Unlike his father, who began as a worker in a Detroit warehouse and rose through the ranks, the younger Hoffa never worked as a Teamster. In 1991 he was barred from running for union president for this reason. Hoffa overcame this problem by getting a job on the staff of Larry Brennan, a Michigan Teamsters official long reputed to have mob ties, and who was the overseer of a union welfare fund from which federal monitors say $725,000 was misappropriated. Many of Hoffa's supporters are former members of BLAST (Brotherhood of Loyal Americans and Strong Teamsters), a group sponsored by the International Teamsters leadership which beat up dissident union members in the 1970s and '80s.

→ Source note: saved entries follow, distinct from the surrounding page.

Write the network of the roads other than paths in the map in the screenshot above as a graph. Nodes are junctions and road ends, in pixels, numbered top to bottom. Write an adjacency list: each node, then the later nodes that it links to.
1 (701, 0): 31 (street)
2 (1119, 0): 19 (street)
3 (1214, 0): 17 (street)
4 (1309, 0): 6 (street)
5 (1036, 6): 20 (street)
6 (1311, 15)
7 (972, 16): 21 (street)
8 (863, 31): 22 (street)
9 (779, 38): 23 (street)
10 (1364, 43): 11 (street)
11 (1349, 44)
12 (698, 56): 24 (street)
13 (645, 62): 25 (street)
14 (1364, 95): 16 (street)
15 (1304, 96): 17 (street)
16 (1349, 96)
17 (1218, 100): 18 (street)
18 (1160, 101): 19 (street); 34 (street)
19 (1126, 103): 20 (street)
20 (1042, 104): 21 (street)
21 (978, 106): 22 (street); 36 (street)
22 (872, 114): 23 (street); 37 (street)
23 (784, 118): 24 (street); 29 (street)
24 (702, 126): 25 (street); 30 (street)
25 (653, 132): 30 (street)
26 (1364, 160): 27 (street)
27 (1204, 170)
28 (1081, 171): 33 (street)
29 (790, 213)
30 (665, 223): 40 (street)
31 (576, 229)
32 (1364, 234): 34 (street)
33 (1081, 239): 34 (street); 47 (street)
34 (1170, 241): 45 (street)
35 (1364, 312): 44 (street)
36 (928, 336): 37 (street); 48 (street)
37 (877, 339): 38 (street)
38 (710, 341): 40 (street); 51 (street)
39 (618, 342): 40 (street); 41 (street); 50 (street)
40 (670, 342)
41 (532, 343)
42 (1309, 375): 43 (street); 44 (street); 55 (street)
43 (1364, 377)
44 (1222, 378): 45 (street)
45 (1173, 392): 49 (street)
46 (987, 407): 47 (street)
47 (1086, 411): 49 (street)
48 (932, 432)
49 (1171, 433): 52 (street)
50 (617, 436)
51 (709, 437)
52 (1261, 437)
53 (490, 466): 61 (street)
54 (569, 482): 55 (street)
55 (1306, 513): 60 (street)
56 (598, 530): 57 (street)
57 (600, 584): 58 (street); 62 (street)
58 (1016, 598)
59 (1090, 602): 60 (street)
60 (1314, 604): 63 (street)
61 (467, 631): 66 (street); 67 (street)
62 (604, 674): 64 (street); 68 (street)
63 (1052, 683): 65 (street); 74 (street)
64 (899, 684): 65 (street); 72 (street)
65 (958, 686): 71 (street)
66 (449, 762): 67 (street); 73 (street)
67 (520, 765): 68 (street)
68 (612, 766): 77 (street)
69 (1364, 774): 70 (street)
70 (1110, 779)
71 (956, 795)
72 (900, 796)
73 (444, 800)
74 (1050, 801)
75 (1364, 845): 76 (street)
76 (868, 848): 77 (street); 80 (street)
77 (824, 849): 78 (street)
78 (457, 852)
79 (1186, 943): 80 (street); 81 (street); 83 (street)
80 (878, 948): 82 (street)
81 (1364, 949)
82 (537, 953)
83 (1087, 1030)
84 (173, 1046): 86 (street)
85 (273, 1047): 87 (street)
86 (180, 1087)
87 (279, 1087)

Hoffa made his election pitch as a real reformer who led militant struggles against the employers. However his record tells a different story. He played a crucial role in the union's betrayal of the 41-month-long strike and lockout of newspaper workers at the Detroit Free Press and Detroit News, where the majority of workers are Teamsters. At a rally in July 1995, days after the strike began, Hoffa joined AFL-CIO leaders in promoting the lie that consumer boycotts and similar protests had led to "victories" in other newspaper strikes, thus helping pave the way for the isolation and demoralization of the workers in the face of management's strike-breaking operation. Nearly 1,000 workers remain locked out in the Detroit dispute.
Hoffa has also been conspicuously silent about the ongoing confrontation with United Parcel Service, involving some 170,000 Teamsters members. For his own purposes Hoffa did not criticize Carey's claims after the 1997 UPS strike that the union had forced the company to create 2,000 new full-time positions each year. UPS has since notified the union that it will not add the jobs this year, and has laid off workers, saying it has not recovered its pre-strike business. The company has deliberately used more supervisors and demanded increased output from UPS workers, instead of creating full-time jobs.
Rather than conducting any struggles, Hoffa has announced plans to establish even closer relations with the employers. To overcome the union's financial crisis he is proposing to offer Teamsters credit cards, insurance policies and other products sold by companies willing to share profits with the union. Politically, Hoffa has close connections with right-wing Republicans such as Utah Senator Orrin Hatch and Michigan Congressman Peter Hoekstra, and has indicated that he will create the largest union political action committee and revert to the Teamsters' traditional policy of funneling money to the Republicans.
The lessons to be learned
A number of political lessons can be drawn from the last decade. The first is that the genuine revival of the workers movement cannot be carried out by any section of the labor bureaucracy. Nor can it proceed on the basis of the bureaucracy's reactionary political outlook.
Many struggles will erupt in the future, both by workers in the unions as well as by the tens of millions of workers outside of them. This poses crucial questions to the working class. Should these struggles be oriented towards the supposed militant revival of organizations which have passed through decades of degeneration and are alienated from the broad masses of working people? Or should the starting point of such struggles be the building of a mass political movement of the working class to advance a socialist alternative to the profit system?
The recent experience within the Teamsters union highlights the futility of the first perspective, and points to the necessity of workers taking a new road of struggle.